People can fall in love with fishing at any stage of life, but most folks do it when they’re young.
It doesn’t take much to turn a simple outing into a lifetime passion. A simple bluegill, dangling and flopping at the end of a line, has lured many a youngster into a supremely enjoyable pastime.
I still remember the first fish I ever caught. In 1962, a couple of years after my paternal grandfather passed away, I started playing with his fishing gear.
Among the hooks and sinkers and bobbers, I found a tiny gold jig with a 2- or 3-foot length of fishing line still attached to it. I knew instantly what to do with it.
A neighbor had a goldfish pond in her garden. I sneaked into her yard and dropped the jig into the water. Much to my surprise, one of the goldfish swam over and grabbed it. I sprinted home, unhooked the fish, put it into a bowl filled with water and kept it as a pet.
As illicit as that first catch was, it stirred something within me.
Imagine — something as small and ordinary as a garden-pond goldfish triggered a fascination that, within a couple of decades, led me to a career in outdoors writing.
Imagine how much more I would have been fired up about fishing if that first fish had been a bass or a trout or a muskellunge.
On second thought, don’t.
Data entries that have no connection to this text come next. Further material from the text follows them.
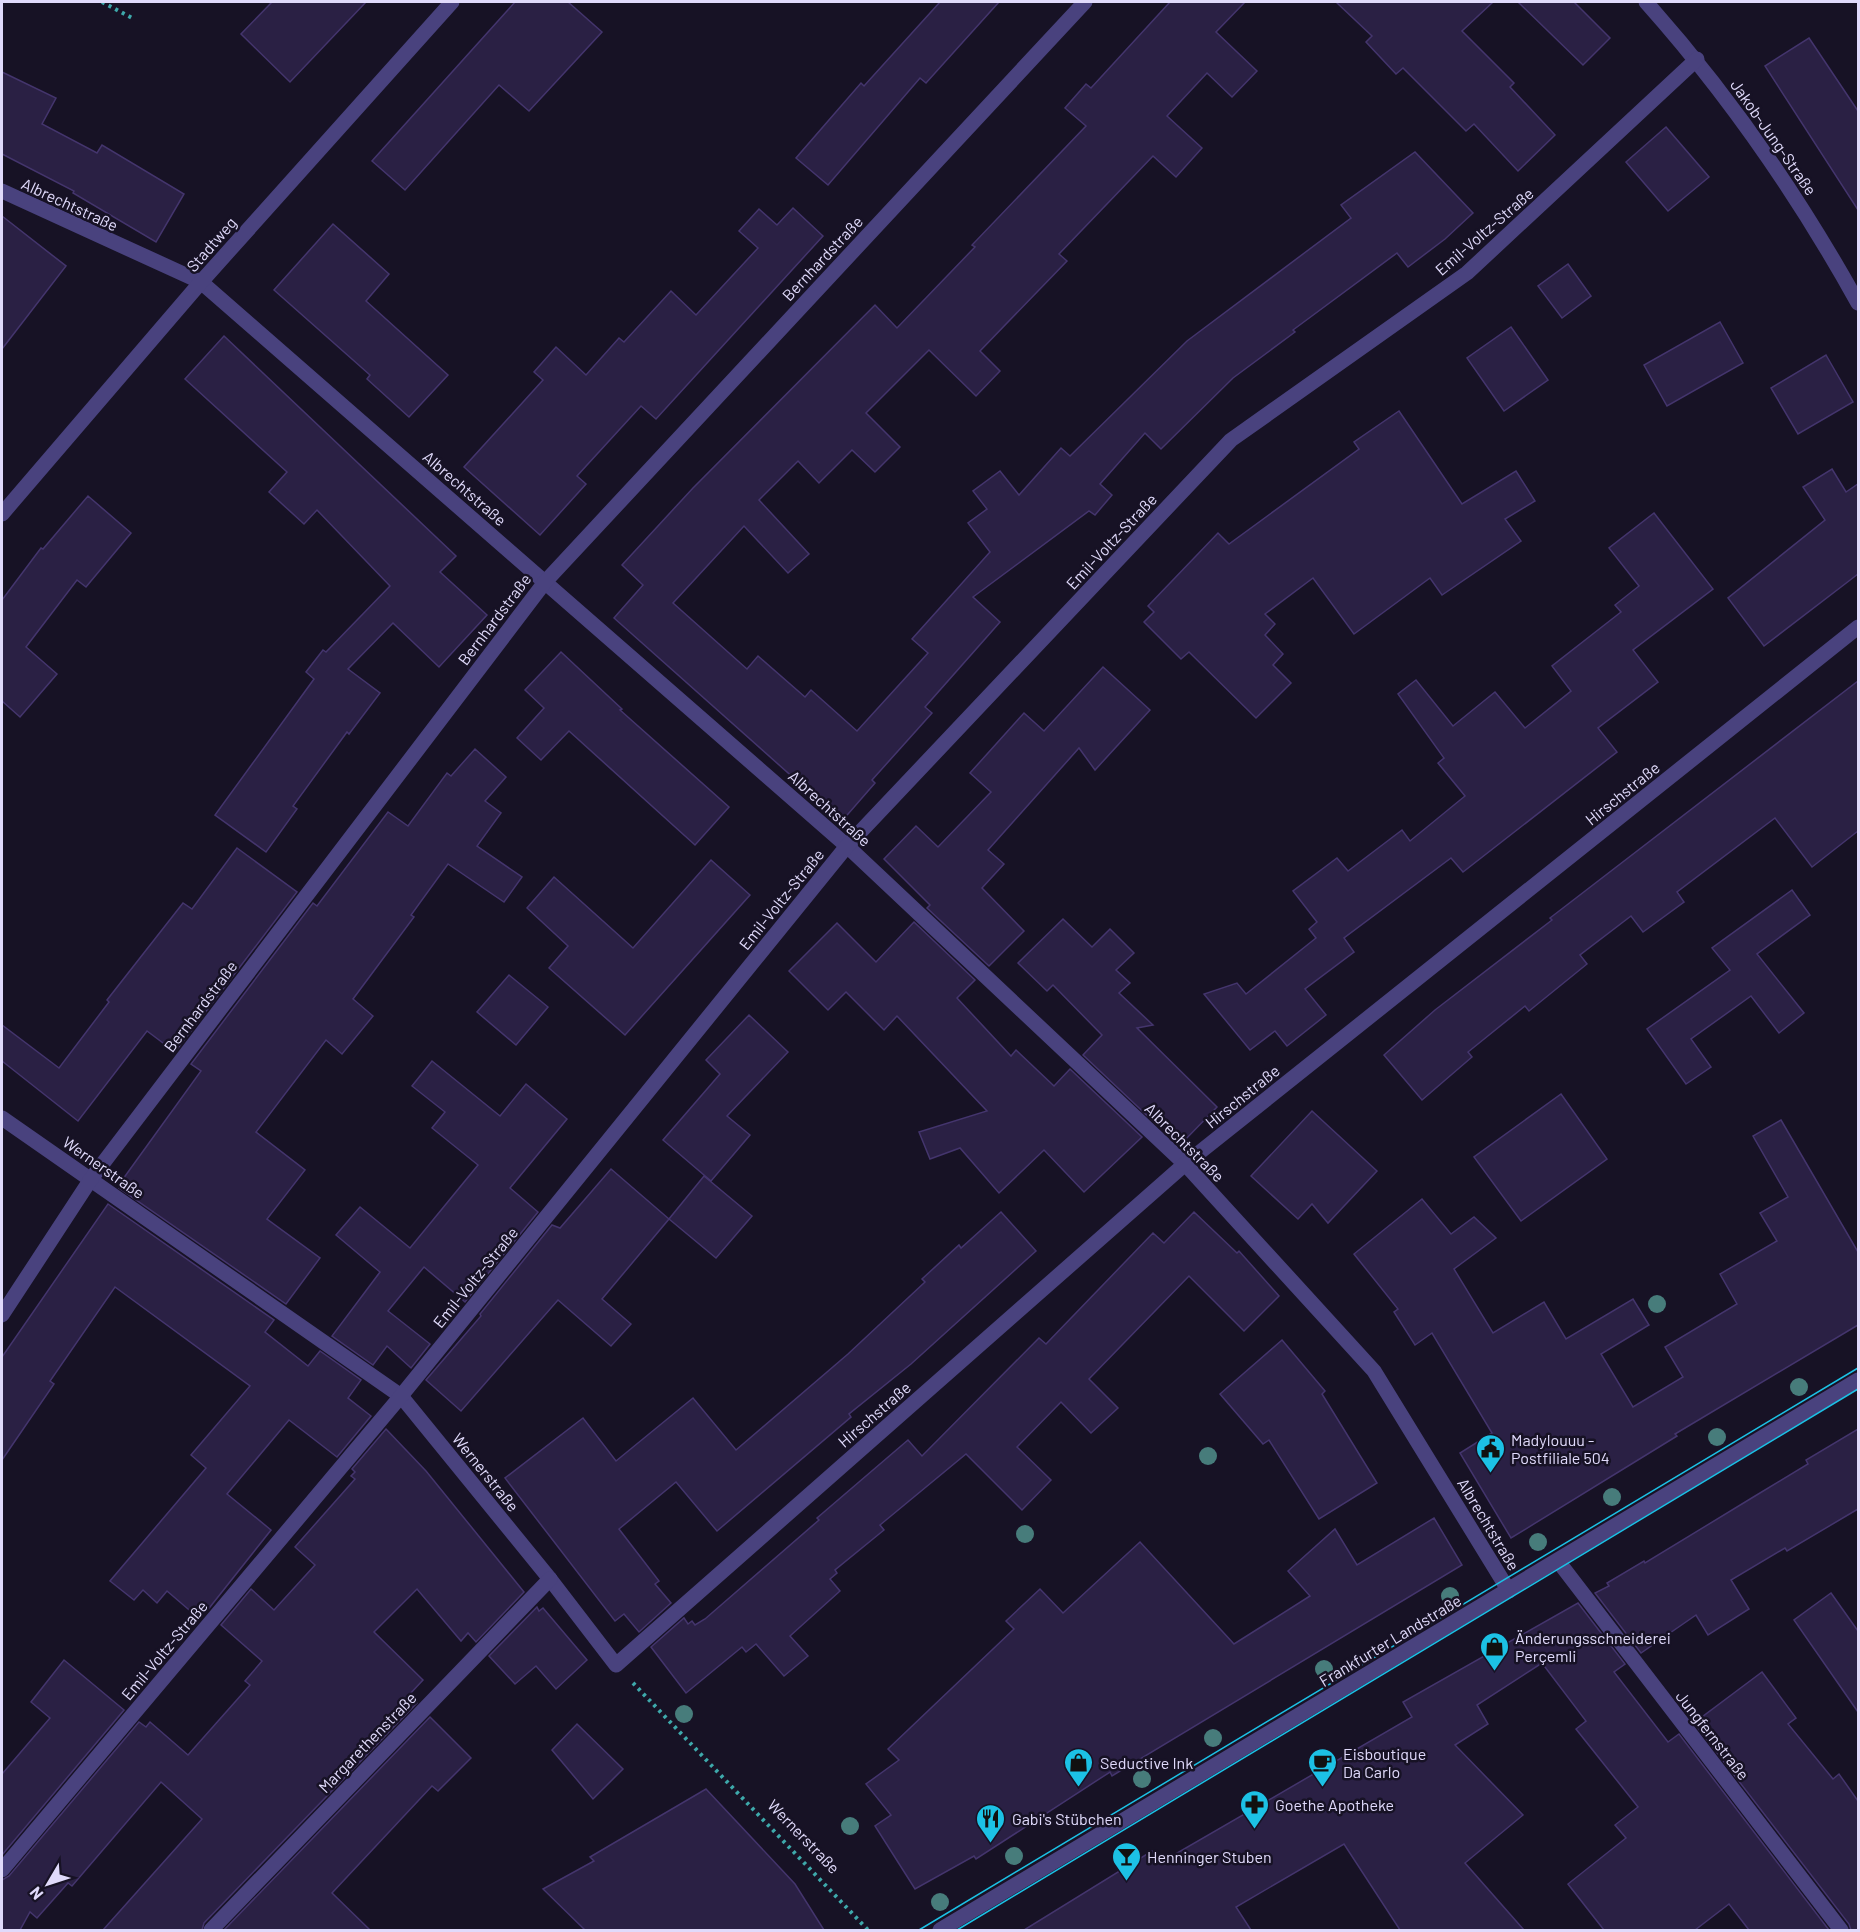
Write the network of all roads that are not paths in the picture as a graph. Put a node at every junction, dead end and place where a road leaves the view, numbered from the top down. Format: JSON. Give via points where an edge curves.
{"nodes":[{"id":1,"x":452,"y":2,"type":"edge"},
{"id":2,"x":1085,"y":2,"type":"edge"},
{"id":3,"x":1646,"y":2,"type":"edge"},
{"id":4,"x":1697,"y":59,"type":"junction"},
{"id":5,"x":2,"y":191,"type":"edge"},
{"id":6,"x":201,"y":282,"type":"junction"},
{"id":7,"x":1858,"y":303,"type":"edge"},
{"id":8,"x":2,"y":514,"type":"edge"},
{"id":9,"x":545,"y":582,"type":"junction"},
{"id":10,"x":1858,"y":627,"type":"edge"},
{"id":11,"x":847,"y":846,"type":"junction"},
{"id":12,"x":2,"y":1118,"type":"edge"},
{"id":13,"x":1185,"y":1164,"type":"junction"},
{"id":14,"x":91,"y":1179,"type":"junction"},
{"id":15,"x":2,"y":1315,"type":"edge"},
{"id":16,"x":1858,"y":1380,"type":"edge"},
{"id":17,"x":400,"y":1396,"type":"junction"},
{"id":18,"x":1558,"y":1561,"type":"junction"},
{"id":19,"x":550,"y":1579,"type":"junction"},
{"id":20,"x":1509,"y":1591,"type":"junction"},
{"id":21,"x":616,"y":1665,"type":"joint"},
{"id":22,"x":2,"y":1870,"type":"edge"},
{"id":23,"x":211,"y":1930,"type":"edge"},
{"id":24,"x":940,"y":1930,"type":"edge"},
{"id":25,"x":1841,"y":1930,"type":"edge"}],
"edges":[{"from":1,"to":6,"type":"street","name":"Stadtweg"},
{"from":2,"to":9,"type":"street","name":"Bernhardstraße"},
{"from":3,"to":4,"type":"street","name":"Jakob-Jung-Straße"},
{"from":4,"to":7,"type":"street","name":"Jakob-Jung-Straße","via":[[1774,164]]},
{"from":4,"to":11,"type":"street","name":"Emil-Voltz-Straße","via":[[1467,273],[1231,440]]},
{"from":5,"to":6,"type":"street","name":"Albrechtstraße"},
{"from":6,"to":8,"type":"street","name":"Stadtweg"},
{"from":6,"to":9,"type":"street","name":"Albrechtstraße"},
{"from":9,"to":11,"type":"street","name":"Albrechtstraße"},
{"from":9,"to":14,"type":"street","name":"Bernhardstraße"},
{"from":10,"to":13,"type":"street","name":"Hirschstraße"},
{"from":11,"to":13,"type":"street","name":"Albrechtstraße"},
{"from":11,"to":17,"type":"street","name":"Emil-Voltz-Straße"},
{"from":12,"to":14,"type":"street","name":"Wernerstraße"},
{"from":13,"to":20,"type":"street","name":"Albrechtstraße","via":[[1374,1371]]},
{"from":13,"to":21,"type":"street","name":"Hirschstraße"},
{"from":14,"to":15,"type":"street","name":"Bernhardstraße"},
{"from":14,"to":17,"type":"street","name":"Wernerstraße"},
{"from":16,"to":18,"type":"street","name":"Frankfurter Landstraße"},
{"from":17,"to":19,"type":"street","name":"Wernerstraße"},
{"from":17,"to":22,"type":"street","name":"Emil-Voltz-Straße"},
{"from":18,"to":20,"type":"street","name":"Frankfurter Landstraße"},
{"from":18,"to":25,"type":"street","name":"Jungfernstraße"},
{"from":19,"to":21,"type":"street","name":"Wernerstraße"},
{"from":19,"to":23,"type":"street","name":"Margarethenstraße"},
{"from":20,"to":24,"type":"street","name":"Frankfurter Landstraße"}]}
Those “glamor species” are, in my estimation at least, preventing at least some young people from experiencing the joys of angling.
Imagine some young single mom who wants to spend time outdoors with her son or daughter, and thinks fishing would be a pleasant, low-stress way to accomplish that. She goes online to see what the most popular kinds of fishing are, and what tackle she needs to participate in them.
Twenty minutes later, her head spinning, she decides she and her kid can’t afford bass outfits that cost $250, muskie lures that cost $50 apiece or $350 for a fly rod ($600 with a reel) to catch a trout. She decides hiking might be a better way to spend quality time with Junior, and who could blame her?
But what if bluegills, crappie and catfish were no longer considered second-class citizens? What if state wildlife agencies nurtured those fisheries as fervently as they nurture the glamor fisheries?
That same single mom would find out that with a $30 rod-and-reel outfit, some hooks, some sinkers, a bobber and some bait, she and her youngster could go out and catch all the bluegills, crappie and catfish their hearts might desire.
That scenario might soon get a chance to play out. Division of Natural Resources officials have launched a pilot project to improve fishing for panfish in several small West Virginia lakes. Right now, they’re focusing on bluegills and other members of the sunfish family.
They’re studying five lakes, all 50 acres or less in size, to determine how to grow more and larger bluegills and sunfish. The project will wrap up in a couple of years, at which time DNR officials will decide if creel limits and/or size limits should be placed on those species.
The underlying idea is to create trophy bluegill fisheries, which should ultimately give fishing for panfish a little more prestige and appeal. If that’s successful, maybe the DNR would do the same for crappie and catfish.
Fishing for panfish might never be as glamorous as fishing for bass, trout or muskies, but it’s easy and it’s affordable. For that reason alone, it deserves to be nurtured.